The 'Geisters by David Nickle

sweetpavement's review against another edition

Go to review page

4.0

Fascinating book, with an interesting premise. I wasn't entirely sure I understood the end, but I might read it again some day to see if I can get a better handle on it.

bunnieslikediamonds's review against another edition

Go to review page

4.0

The other day somebody told me about a woman with a kink for fences. It wasn't clear whether this included any old fence, or if she had a predilection for wooden fences, or barbed-wire ones, or perhaps it was chain-link fences. Anyway, this prompted me to do some research (by which I mean Googling) and apparently there are some 500 paraphilias listed, love of fences not included. (Oh, and paraphilia, for those of you not knowledgeable about sexual deviations, means getting off on weird stuff.) Another bad Googling decision as it turns out. Due to my bad cold, I now see mucophiles and emetophiles lurking behind every tree (seriously, don't google that).

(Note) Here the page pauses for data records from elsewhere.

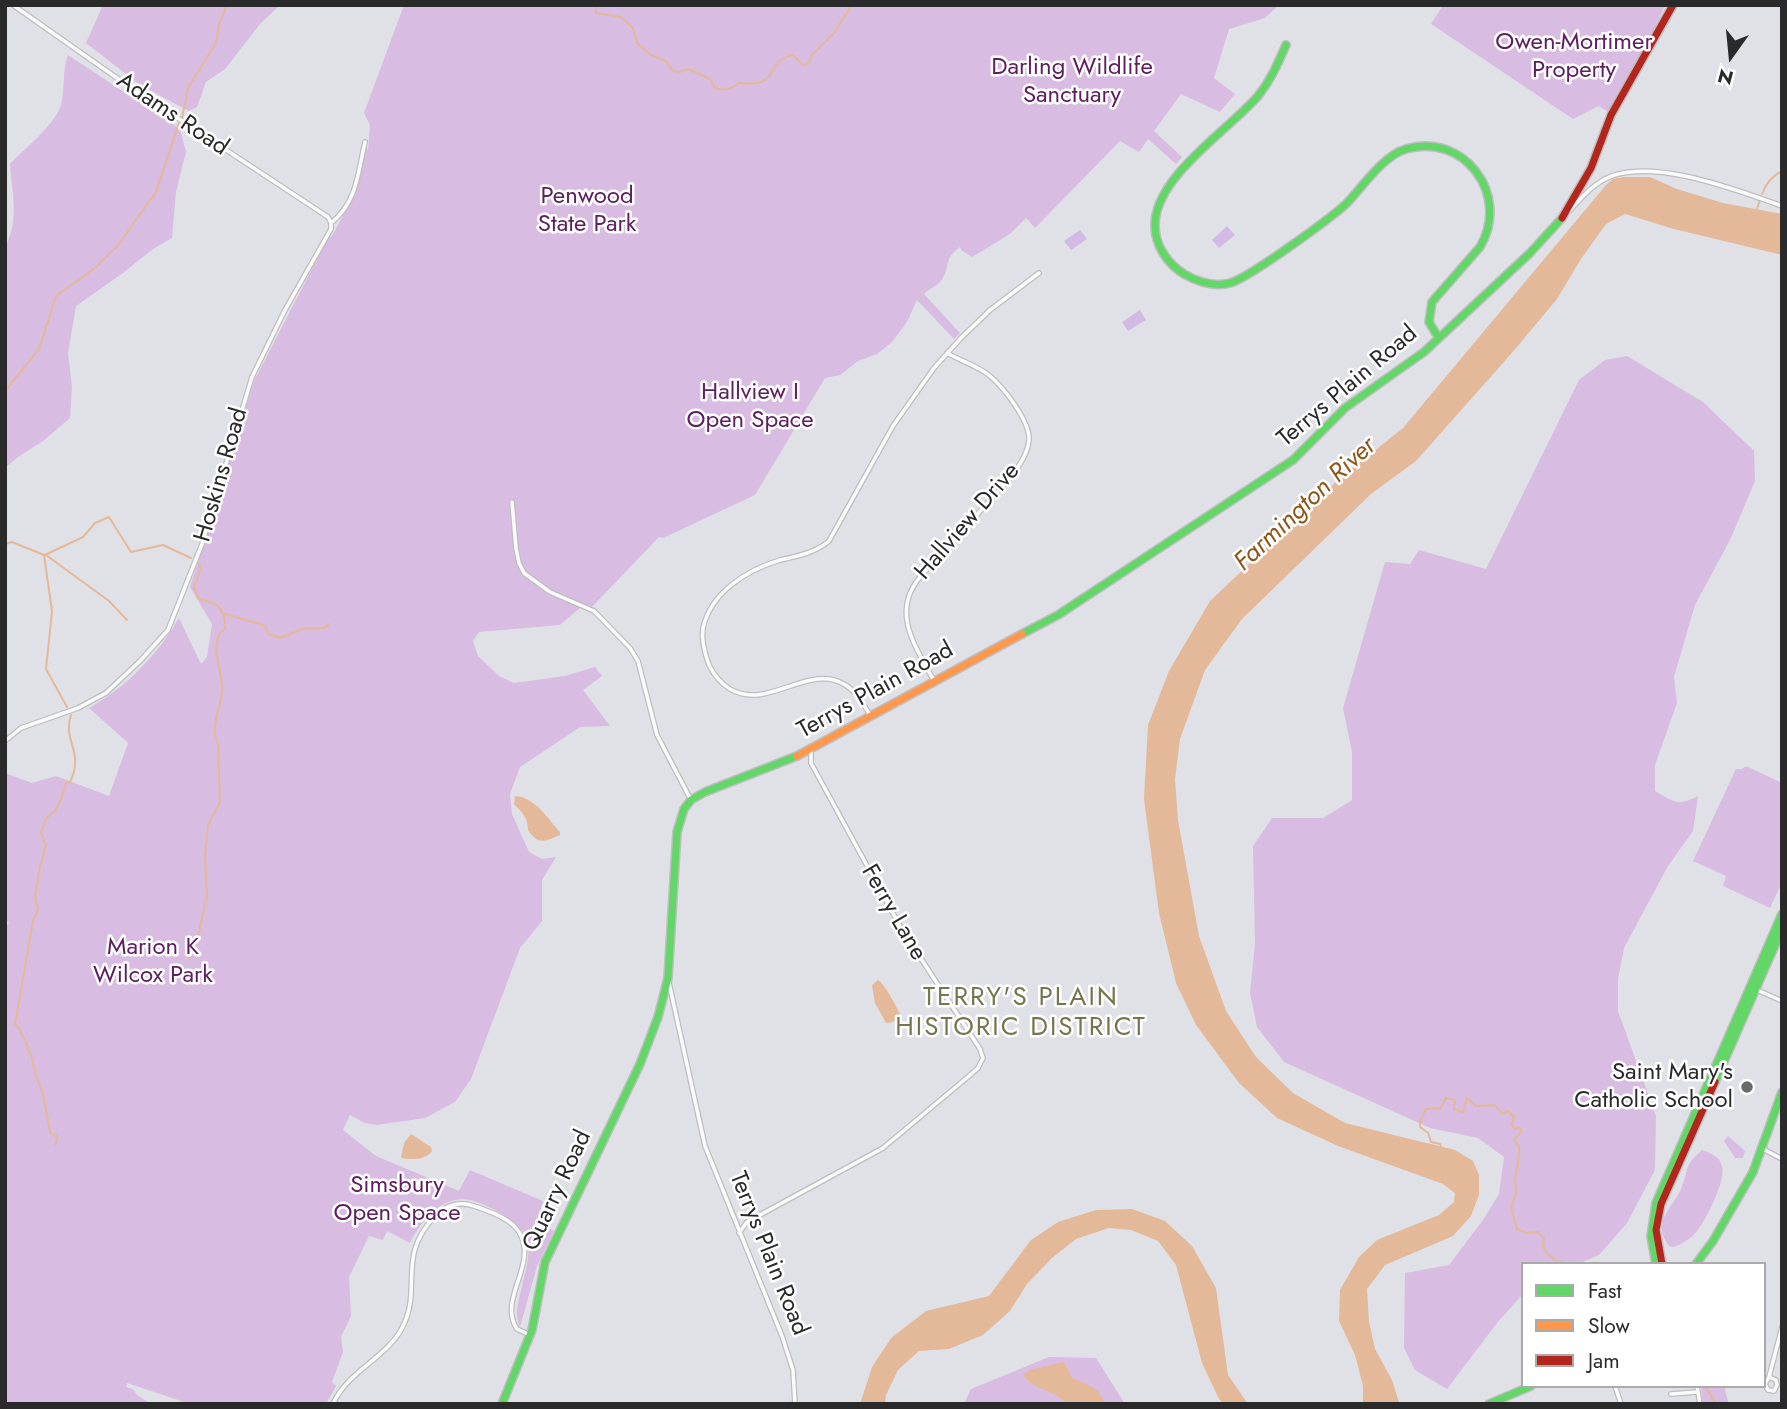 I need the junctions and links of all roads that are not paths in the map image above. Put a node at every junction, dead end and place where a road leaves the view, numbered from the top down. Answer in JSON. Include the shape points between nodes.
{"nodes":[{"id":1,"x":13,"y":5,"type":"edge"},
{"id":2,"x":1674,"y":5,"type":"edge"},
{"id":3,"x":1286,"y":45,"type":"dead end"},
{"id":4,"x":365,"y":142,"type":"dead end"},
{"id":5,"x":1782,"y":206,"type":"edge"},
{"id":6,"x":1564,"y":215,"type":"junction"},
{"id":7,"x":331,"y":223,"type":"junction"},
{"id":8,"x":1039,"y":273,"type":"dead end"},
{"id":9,"x":1438,"y":337,"type":"junction"},
{"id":10,"x":947,"y":353,"type":"junction"},
{"id":11,"x":512,"y":502,"type":"dead end"},
{"id":12,"x":934,"y":681,"type":"junction"},
{"id":13,"x":871,"y":717,"type":"junction"},
{"id":14,"x":5,"y":741,"type":"edge"},
{"id":15,"x":811,"y":749,"type":"junction"},
{"id":16,"x":798,"y":755,"type":"junction"},
{"id":17,"x":811,"y":763,"type":"junction"},
{"id":18,"x":691,"y":800,"type":"junction"},
{"id":19,"x":1782,"y":914,"type":"edge"},
{"id":20,"x":1782,"y":929,"type":"edge"},
{"id":21,"x":667,"y":978,"type":"junction"},
{"id":22,"x":1752,"y":988,"type":"junction"},
{"id":23,"x":662,"y":998,"type":"junction"},
{"id":24,"x":672,"y":999,"type":"junction"},
{"id":25,"x":1782,"y":1001,"type":"edge"},
{"id":26,"x":1782,"y":1092,"type":"edge"},
{"id":27,"x":1763,"y":1149,"type":"junction"},
{"id":28,"x":1782,"y":1159,"type":"edge"},
{"id":29,"x":734,"y":1222,"type":"junction"},
{"id":30,"x":747,"y":1222,"type":"junction"},
{"id":31,"x":739,"y":1233,"type":"junction"},
{"id":32,"x":1656,"y":1262,"type":"edge"},
{"id":33,"x":1662,"y":1262,"type":"edge"},
{"id":34,"x":1697,"y":1262,"type":"edge"},
{"id":35,"x":1782,"y":1327,"type":"edge"},
{"id":36,"x":530,"y":1335,"type":"junction"},
{"id":37,"x":1769,"y":1377,"type":"dead end"},
{"id":38,"x":1526,"y":1388,"type":"edge"},
{"id":39,"x":1697,"y":1389,"type":"edge"},
{"id":40,"x":1671,"y":1394,"type":"dead end"},
{"id":41,"x":333,"y":1404,"type":"edge"},
{"id":42,"x":502,"y":1404,"type":"edge"},
{"id":43,"x":795,"y":1404,"type":"edge"},
{"id":44,"x":1489,"y":1404,"type":"edge"},
{"id":45,"x":1700,"y":1404,"type":"edge"}],
"edges":[{"from":1,"to":7,"type":"street","name":"Adams Road"},
{"from":2,"to":6,"type":"main road","name":"Terrys Plain Road","via":[[1611,115],[1591,167]]},
{"from":3,"to":9,"type":"main road","via":[[1275,72],[1257,97],[1177,176],[1159,206],[1155,227],[1166,259],[1197,281],[1231,283],[1345,205],[1384,163],[1405,149],[1448,151],[1480,175],[1488,190],[1490,222],[1480,247],[1432,302],[1429,322]]},
{"from":4,"to":7,"type":"street","name":"Hoskins Road","via":[[351,199]]},
{"from":5,"to":6,"type":"street","via":[[1696,179],[1624,172],[1600,181]]},
{"from":6,"to":9,"type":"main road","name":"Terrys Plain Road","via":[[1530,253]]},
{"from":7,"to":14,"type":"street","name":"Hoskins Road","via":[[249,386],[202,544],[172,624],[106,693],[21,728]]},
{"from":8,"to":10,"type":"street","via":[[990,310]]},
{"from":9,"to":12,"type":"main road","name":"Terrys Plain Road","via":[[1345,408],[1293,460],[1058,615]]},
{"from":10,"to":12,"type":"street","name":"Hallview Drive","via":[[990,377],[1018,410],[1029,438],[1014,474],[909,594],[908,629]]},
{"from":10,"to":13,"type":"street","via":[[901,413],[829,541],[734,582],[714,604],[703,628],[711,669],[732,690],[759,695],[809,679],[835,681],[856,693]]},
{"from":11,"to":18,"type":"street","via":[[516,548],[524,573],[550,592],[594,611],[634,654],[655,728]]},
{"from":12,"to":13,"type":"main road","name":"Terrys Plain Road"},
{"from":13,"to":15,"type":"main road","name":"Terrys Plain Road"},
{"from":15,"to":16,"type":"main road","name":"Terrys Plain Road"},
{"from":15,"to":17,"type":"street","name":"Ferry Lane"},
{"from":16,"to":17,"type":"street","name":"Ferry Lane"},
{"from":16,"to":18,"type":"main road","name":"Terrys Plain Road"},
{"from":17,"to":30,"type":"street","name":"Ferry Lane","via":[[895,918],[983,1058],[978,1068],[883,1148]]},
{"from":18,"to":21,"type":"main road","name":"Terrys Plain Road","via":[[681,817],[676,842]]},
{"from":19,"to":22,"type":"main road"},
{"from":20,"to":22,"type":"main road"},
{"from":21,"to":23,"type":"main road","name":"Quarry Road"},
{"from":21,"to":24,"type":"street","name":"Terrys Plain Road"},
{"from":22,"to":25,"type":"street"},
{"from":22,"to":32,"type":"main road","via":[[1656,1203],[1651,1236]]},
{"from":22,"to":33,"type":"main road","via":[[1661,1204],[1656,1230]]},
{"from":23,"to":24,"type":"street"},
{"from":23,"to":36,"type":"main road","name":"Quarry Road","via":[[640,1064],[545,1262]]},
{"from":24,"to":29,"type":"street","name":"Terrys Plain Road","via":[[705,1146]]},
{"from":26,"to":27,"type":"main road"},
{"from":27,"to":28,"type":"street"},
{"from":27,"to":34,"type":"main road","via":[[1747,1184]]},
{"from":29,"to":30,"type":"street"},
{"from":29,"to":31,"type":"street","name":"Terrys Plain Road"},
{"from":30,"to":31,"type":"street"},
{"from":31,"to":43,"type":"street","name":"Terrys Plain Road","via":[[793,1370]]},
{"from":35,"to":37,"type":"street"},
{"from":36,"to":41,"type":"street","via":[[517,1329],[511,1310],[525,1253],[520,1232],[510,1221],[478,1207],[447,1206],[415,1245],[409,1309],[402,1328],[339,1391]]},
{"from":36,"to":42,"type":"main road","name":"Quarry Road"},
{"from":38,"to":44,"type":"main road"},
{"from":39,"to":40,"type":"street"},
{"from":39,"to":45,"type":"street"}]}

In comparison, I suppose Nickle's 'Geisters aren't that much weirder as far as perverts go. They are, however, vicious and abusive. I'll avoid spoilers and just say that this is a novel about sex and terror (terror as defined by Stephen King) in a very unpleasant combination. I've no idea what else to say that might be helpful to anyone considering reading this. The writing is great, the concept original, the characters interesting. It's good enough for me. The perversions and sexual abuse were a little hard to digest, but that could be due to my reading environment (in the countryside, by a lake, with puppy dogs swimming in it). It would be an understatement to say I'm curious to see what Nickle writes next.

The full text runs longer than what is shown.